- Jamais esperaria ver você por aqui.
- Por que não? Nunca fomos melhores amigos, mas
nos relacionávamos amistosamente.
- Já estou preso há três anos. Nunca recebi
visitas. Nem amigos, nem parentes... Ninguém.
- Portinho, o que você fez causou horror no
bairro. Ninguém ganha popularidade estuprando uma menina de 14 anos. Ao sair
daqui, nem sonhe em aparecer por lá. Tem gente que quer e vai te matar, se
tiver chance.
- Aqui dentro também estou jurado. Gente que matou
três, quatro; ladrões cruéis; parricidas e matricidas... Todos me querem. Sou a
escória. Eu também me acho um merda, mas não me deixo matar.
- Por que você fez o que fez?
- Sei lá. Às vezes, acho que foi doideira. Achei
que ela queria dar pra mim. O jeito que me olhava. Toda hora ia lá em casa.
Em vez de falar com a Zildinha, ficava de papo furado comigo. Os namoradinhos,
a escola... Porra, e eu com isso? Aqueles olhos. Maior coxão. Corpaço de
mulher. Eu evitava ficar perto dela.
- Era amiga de sua filha. Não tem pai, viu em você
a figura paterna.

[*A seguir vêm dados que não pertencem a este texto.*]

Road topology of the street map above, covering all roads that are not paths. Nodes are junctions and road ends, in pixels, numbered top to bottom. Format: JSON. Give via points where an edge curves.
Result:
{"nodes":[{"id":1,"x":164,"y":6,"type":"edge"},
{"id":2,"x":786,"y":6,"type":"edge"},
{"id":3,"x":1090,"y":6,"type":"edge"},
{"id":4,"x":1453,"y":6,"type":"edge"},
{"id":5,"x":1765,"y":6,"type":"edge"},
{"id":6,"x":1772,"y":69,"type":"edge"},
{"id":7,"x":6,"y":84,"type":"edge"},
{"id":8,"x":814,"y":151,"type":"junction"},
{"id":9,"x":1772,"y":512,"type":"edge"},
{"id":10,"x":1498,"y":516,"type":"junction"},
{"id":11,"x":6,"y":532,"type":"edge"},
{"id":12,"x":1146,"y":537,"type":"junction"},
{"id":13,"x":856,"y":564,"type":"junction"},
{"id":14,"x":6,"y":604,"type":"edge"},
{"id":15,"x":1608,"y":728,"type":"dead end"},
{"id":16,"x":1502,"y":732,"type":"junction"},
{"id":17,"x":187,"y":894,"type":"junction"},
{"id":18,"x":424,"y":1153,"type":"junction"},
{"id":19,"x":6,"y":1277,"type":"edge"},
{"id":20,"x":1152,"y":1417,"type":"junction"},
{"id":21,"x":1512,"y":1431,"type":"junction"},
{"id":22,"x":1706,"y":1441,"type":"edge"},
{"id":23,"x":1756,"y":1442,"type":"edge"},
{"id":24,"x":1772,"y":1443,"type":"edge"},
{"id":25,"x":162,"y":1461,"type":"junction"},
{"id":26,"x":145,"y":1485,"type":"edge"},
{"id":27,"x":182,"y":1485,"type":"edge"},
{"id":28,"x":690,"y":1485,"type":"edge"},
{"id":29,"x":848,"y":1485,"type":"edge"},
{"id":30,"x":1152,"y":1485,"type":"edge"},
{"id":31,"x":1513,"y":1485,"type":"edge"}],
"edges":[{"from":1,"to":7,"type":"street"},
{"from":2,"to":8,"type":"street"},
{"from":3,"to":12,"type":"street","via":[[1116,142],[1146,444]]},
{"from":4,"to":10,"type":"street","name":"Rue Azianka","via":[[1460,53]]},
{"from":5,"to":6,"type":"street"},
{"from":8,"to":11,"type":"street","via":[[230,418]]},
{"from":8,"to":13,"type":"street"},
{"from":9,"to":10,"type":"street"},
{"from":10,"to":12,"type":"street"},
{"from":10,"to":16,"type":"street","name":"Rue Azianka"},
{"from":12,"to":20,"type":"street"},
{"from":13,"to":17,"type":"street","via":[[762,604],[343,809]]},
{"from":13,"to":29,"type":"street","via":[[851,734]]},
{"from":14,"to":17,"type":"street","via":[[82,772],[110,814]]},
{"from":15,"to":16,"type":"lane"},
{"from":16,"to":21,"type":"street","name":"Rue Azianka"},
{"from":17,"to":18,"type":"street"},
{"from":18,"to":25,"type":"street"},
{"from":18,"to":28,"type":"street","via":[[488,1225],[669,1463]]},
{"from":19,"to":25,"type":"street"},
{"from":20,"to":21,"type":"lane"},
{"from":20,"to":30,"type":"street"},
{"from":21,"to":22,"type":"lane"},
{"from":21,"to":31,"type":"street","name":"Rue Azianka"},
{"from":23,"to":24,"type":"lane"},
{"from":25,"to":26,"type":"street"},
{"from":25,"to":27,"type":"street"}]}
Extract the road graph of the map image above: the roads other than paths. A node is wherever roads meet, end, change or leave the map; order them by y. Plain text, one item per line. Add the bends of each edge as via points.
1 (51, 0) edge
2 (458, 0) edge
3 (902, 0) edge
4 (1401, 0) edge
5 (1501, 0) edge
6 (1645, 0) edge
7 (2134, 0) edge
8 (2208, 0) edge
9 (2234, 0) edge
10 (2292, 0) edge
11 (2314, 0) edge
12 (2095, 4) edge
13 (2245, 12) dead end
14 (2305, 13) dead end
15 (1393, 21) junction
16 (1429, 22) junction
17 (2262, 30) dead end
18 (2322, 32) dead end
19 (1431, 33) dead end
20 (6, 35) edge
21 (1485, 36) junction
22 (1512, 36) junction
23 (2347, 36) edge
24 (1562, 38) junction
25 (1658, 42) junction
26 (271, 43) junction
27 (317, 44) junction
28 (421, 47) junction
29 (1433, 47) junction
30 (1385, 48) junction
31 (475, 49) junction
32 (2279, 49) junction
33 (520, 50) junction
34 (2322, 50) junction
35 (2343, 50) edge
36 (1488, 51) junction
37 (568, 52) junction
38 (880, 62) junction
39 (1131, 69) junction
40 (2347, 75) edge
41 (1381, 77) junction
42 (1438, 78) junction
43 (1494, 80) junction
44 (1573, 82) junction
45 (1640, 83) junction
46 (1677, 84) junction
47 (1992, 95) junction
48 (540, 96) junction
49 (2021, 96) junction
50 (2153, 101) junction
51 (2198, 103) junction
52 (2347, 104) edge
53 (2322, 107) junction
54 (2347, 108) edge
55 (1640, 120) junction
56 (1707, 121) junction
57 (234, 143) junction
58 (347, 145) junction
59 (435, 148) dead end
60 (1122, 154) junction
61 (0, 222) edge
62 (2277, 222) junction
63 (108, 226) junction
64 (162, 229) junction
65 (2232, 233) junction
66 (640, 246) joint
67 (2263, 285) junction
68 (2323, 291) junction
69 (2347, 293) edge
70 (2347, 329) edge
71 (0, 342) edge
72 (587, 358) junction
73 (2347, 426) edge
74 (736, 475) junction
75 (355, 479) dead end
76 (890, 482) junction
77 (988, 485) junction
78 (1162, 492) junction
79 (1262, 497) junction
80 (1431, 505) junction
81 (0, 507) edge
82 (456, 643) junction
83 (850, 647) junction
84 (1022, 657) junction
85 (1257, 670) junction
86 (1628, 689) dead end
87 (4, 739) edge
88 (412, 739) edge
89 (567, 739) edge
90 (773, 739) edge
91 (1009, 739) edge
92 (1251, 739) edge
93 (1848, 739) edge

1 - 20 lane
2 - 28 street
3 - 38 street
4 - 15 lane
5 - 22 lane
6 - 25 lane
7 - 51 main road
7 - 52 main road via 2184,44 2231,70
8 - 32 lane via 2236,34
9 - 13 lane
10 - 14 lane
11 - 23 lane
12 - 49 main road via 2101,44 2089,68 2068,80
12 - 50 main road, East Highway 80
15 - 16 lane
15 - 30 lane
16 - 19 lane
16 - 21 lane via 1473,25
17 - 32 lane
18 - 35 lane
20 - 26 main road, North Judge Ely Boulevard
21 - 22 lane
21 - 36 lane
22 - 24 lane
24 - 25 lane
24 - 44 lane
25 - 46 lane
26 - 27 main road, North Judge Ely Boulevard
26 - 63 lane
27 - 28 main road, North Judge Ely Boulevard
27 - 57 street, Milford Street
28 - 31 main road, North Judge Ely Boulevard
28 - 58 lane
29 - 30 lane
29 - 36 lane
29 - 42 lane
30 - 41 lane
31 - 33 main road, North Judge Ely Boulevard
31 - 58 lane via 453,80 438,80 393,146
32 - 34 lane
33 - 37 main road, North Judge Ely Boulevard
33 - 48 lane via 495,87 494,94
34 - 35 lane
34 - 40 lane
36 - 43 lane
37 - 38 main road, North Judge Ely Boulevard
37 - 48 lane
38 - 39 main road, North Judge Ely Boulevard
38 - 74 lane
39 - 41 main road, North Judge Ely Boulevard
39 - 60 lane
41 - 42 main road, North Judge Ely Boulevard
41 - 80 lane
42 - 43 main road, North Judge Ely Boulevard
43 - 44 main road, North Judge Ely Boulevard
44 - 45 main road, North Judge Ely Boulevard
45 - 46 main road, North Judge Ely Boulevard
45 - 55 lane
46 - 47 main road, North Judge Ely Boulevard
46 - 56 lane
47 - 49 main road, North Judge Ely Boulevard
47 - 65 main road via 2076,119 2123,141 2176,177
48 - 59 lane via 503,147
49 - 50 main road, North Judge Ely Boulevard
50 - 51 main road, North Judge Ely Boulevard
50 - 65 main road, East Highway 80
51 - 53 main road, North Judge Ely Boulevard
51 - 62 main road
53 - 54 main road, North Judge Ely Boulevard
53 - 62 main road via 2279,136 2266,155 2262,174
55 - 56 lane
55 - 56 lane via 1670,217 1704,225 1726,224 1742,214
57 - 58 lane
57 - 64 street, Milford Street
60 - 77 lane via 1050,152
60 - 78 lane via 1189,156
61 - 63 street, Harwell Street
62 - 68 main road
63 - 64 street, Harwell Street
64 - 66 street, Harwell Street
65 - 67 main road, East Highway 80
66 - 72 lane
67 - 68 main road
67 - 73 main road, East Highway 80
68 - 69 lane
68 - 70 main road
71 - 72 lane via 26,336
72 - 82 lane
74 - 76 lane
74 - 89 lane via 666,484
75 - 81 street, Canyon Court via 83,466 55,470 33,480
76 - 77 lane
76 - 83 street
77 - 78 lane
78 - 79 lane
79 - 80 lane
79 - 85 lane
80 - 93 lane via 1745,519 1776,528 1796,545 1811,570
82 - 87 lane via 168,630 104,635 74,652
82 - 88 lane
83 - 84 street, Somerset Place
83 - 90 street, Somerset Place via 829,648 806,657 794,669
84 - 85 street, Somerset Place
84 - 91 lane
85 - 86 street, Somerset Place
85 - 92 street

O que você fez foi monstruoso.
- Pode até ser, mas eu estava com a maior tara
nela. E pensei que ela quisesse jogo. Lembra que nos papos no boteco os caras
diziam que tem uma porção de menina que gosta de homens mais velhos...
Experiência, sacumé.
- Sua família teve de sair do bairro, tá sabendo?
Começou uma conversa de que você violentava sua filha, com a conivência da
Glorinha.
- Elas não querem saber de mim com razão. Nunca
toquei em minha filha. Glorinha me escalpelaria se eu fizesse isso. Sabe o que
mais? Casei com a Glorinha com 22 anos, tenho 44, jamais a traí. A vida inteira
me mantive íntegro. Minutos de desvario me desgraçaram e à minha família.
- Portinho, todo mundo tinha a maior consideração
por você. A Glorinha é uma mulher bonita, amorosa, todo mundo via. Por que você
fez essa merda?
- Amílcar, de repente, cri que aquela menina
queria alguma coisa comigo. Impossível uma menina querer transar com um cara
mais velho? Uma vez estávamos no boteco: eu, você e o Barros. Você, Amílcar, me
disse que em uma ocasião estava tomando umas cervejas no Bambu, na Av. Brasil.
Uma menina se aproximou e te ofereceu um programa. Lembra que você falou: "Portinho, o bar estava cheio de garotos e ela veio se oferecer pra mim". Quantos
anos tinha a menina, Amílcar? Você me disse, uns 13, 14. E ela escolheu você.
- Portinho, era uma prostituta.
- Cara, não estou me justificando. Vocês saíram do
bar e foram para a casa dela. Refresque a memória. Recorda seu constrangimento
de passar pela sala da casa dela, com pai, mãe e cachorro vendo televisão? Você
foi trepar com a filha deles no quarto ao lado, parede fina de madeira. Você e
o Barros gargalharam com a história. O Barros mesmo só pegava menininha.
- Portinho, prostitutas.
- O Barros comia a sobrinha de 16 anos. A mulher
dele nunca soube.
- Portinho, foi consensual. A menina nem virgem
era mais.
- Eu achei que a menina me queria. Endoidei.
- Portinho, estou me arrependendo de ter vindo.
- Eu, você e Barros somos três filhos da puta.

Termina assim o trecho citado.